------ Given data
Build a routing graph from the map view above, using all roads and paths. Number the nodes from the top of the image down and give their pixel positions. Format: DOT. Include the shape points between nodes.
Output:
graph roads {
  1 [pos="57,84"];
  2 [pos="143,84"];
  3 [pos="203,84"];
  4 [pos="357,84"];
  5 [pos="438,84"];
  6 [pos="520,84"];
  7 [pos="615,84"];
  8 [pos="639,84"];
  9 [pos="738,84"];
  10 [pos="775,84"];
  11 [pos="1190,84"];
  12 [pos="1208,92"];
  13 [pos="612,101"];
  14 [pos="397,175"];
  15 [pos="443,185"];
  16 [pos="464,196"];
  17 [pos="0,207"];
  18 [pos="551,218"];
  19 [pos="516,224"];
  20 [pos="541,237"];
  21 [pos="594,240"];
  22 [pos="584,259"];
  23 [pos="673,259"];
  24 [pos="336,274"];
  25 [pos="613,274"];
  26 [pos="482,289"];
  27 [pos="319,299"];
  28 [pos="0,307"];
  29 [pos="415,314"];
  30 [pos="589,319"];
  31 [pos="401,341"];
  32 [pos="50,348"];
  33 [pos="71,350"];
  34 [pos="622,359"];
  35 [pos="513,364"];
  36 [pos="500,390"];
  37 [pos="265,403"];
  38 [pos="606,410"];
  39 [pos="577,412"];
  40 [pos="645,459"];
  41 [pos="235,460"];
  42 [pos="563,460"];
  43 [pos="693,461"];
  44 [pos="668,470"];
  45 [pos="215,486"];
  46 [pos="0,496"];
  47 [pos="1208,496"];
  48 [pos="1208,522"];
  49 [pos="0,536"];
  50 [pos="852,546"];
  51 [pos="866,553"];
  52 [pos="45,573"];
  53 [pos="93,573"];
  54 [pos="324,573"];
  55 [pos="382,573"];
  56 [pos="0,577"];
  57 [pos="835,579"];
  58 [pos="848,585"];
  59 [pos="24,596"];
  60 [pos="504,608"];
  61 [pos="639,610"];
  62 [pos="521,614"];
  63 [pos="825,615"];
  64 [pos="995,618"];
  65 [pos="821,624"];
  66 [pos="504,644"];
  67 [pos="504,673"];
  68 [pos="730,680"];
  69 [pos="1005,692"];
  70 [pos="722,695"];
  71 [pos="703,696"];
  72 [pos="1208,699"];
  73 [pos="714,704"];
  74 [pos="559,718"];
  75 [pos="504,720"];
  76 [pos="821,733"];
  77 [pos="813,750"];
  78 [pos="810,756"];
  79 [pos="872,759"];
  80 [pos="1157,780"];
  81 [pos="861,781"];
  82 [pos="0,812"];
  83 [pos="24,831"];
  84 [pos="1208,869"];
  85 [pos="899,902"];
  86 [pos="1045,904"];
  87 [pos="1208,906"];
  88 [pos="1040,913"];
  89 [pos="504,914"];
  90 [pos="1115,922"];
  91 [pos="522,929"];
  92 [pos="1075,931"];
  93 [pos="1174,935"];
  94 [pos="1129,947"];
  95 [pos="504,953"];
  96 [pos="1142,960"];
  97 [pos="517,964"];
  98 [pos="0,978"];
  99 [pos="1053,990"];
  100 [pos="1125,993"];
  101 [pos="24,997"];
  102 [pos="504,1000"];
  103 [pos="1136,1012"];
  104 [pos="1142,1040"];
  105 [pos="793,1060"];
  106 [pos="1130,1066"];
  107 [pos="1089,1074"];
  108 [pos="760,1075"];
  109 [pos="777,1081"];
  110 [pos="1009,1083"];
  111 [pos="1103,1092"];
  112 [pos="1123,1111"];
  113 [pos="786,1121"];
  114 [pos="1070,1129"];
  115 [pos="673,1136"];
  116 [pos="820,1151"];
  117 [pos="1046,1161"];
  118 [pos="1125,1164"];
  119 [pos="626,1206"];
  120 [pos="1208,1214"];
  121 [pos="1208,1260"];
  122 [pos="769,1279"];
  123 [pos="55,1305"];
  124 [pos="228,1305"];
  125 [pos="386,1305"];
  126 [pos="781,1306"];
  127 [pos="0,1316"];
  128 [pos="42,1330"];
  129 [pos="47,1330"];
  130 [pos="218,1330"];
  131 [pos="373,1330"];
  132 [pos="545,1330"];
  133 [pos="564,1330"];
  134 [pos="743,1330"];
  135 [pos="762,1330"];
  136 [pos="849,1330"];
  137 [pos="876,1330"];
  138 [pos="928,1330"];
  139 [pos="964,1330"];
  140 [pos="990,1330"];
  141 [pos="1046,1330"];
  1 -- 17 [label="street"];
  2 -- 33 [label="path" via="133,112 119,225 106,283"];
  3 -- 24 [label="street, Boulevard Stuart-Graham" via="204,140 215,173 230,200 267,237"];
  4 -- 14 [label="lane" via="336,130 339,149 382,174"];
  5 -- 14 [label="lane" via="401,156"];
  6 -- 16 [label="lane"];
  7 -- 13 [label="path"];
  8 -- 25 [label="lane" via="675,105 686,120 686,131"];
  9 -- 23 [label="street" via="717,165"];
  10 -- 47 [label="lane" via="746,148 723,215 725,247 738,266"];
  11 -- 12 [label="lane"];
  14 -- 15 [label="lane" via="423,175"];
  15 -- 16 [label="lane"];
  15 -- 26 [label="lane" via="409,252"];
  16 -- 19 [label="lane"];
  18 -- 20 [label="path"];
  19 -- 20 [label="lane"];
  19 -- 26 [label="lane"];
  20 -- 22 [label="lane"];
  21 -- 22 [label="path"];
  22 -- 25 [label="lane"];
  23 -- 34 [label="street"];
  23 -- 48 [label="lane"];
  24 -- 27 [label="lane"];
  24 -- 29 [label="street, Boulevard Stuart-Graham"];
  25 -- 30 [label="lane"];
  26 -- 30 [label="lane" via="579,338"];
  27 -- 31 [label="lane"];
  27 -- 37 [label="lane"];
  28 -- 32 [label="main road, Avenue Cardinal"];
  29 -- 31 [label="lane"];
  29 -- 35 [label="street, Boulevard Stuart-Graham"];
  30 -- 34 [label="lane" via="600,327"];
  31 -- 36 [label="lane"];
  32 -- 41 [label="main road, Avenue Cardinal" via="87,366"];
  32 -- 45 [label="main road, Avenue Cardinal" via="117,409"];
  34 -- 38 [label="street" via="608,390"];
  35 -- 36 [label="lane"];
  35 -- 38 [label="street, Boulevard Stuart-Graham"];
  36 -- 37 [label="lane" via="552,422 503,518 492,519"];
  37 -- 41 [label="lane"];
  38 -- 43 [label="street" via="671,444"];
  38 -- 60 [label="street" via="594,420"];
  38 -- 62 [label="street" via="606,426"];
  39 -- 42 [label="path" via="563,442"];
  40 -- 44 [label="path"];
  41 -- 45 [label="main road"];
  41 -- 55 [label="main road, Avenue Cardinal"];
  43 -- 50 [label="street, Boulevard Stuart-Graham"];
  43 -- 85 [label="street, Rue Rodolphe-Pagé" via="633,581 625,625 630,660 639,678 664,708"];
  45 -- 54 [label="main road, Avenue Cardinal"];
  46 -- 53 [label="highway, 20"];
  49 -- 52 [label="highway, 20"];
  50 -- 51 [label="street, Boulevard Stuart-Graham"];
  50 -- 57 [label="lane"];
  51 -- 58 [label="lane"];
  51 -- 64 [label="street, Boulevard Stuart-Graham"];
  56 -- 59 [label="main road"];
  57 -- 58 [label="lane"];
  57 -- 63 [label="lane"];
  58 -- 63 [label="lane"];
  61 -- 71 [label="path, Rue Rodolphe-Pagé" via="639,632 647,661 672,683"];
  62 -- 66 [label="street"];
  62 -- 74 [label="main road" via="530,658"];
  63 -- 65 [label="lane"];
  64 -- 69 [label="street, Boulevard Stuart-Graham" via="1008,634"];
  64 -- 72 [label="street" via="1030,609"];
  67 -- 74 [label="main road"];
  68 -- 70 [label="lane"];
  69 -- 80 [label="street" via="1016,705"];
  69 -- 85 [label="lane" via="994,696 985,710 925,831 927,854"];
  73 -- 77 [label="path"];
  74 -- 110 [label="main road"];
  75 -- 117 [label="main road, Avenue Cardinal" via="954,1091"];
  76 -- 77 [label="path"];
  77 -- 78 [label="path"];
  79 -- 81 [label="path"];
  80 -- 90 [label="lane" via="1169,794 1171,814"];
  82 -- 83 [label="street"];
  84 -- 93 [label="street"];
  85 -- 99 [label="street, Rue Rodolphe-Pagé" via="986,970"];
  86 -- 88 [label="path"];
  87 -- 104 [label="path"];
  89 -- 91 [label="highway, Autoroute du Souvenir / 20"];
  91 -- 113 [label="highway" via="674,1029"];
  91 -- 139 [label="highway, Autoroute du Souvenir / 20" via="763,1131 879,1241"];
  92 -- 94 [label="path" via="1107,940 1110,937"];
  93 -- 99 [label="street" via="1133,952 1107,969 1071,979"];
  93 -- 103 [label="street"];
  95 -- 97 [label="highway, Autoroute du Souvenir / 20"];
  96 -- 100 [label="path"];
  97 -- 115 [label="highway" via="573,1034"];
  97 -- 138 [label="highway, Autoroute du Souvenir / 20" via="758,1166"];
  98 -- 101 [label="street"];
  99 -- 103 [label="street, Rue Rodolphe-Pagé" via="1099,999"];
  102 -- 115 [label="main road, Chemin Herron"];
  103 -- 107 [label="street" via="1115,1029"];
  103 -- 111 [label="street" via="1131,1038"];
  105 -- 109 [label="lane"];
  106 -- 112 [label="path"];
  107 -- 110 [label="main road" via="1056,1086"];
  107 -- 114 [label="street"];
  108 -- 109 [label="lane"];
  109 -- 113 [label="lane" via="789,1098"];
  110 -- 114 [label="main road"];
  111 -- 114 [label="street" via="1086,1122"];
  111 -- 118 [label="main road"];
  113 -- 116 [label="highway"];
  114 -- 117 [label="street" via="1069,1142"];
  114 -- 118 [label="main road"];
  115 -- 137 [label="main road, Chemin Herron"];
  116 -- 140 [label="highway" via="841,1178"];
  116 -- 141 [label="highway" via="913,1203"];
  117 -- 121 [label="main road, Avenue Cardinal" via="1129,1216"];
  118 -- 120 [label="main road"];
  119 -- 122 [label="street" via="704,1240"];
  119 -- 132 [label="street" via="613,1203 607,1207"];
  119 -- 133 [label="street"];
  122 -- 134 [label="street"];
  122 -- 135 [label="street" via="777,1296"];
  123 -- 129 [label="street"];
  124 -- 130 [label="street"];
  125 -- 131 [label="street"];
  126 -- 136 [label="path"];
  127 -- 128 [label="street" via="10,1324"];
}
------------
Work to be completed: Could you copy each line in the listing above that includes the word "Rodolphe"?

Answer below:
  43 -- 85 [label="street, Rue Rodolphe-Pagé" via="633,581 625,625 630,660 639,678 664,708"];
  61 -- 71 [label="path, Rue Rodolphe-Pagé" via="639,632 647,661 672,683"];
  85 -- 99 [label="street, Rue Rodolphe-Pagé" via="986,970"];
  99 -- 103 [label="street, Rue Rodolphe-Pagé" via="1099,999"];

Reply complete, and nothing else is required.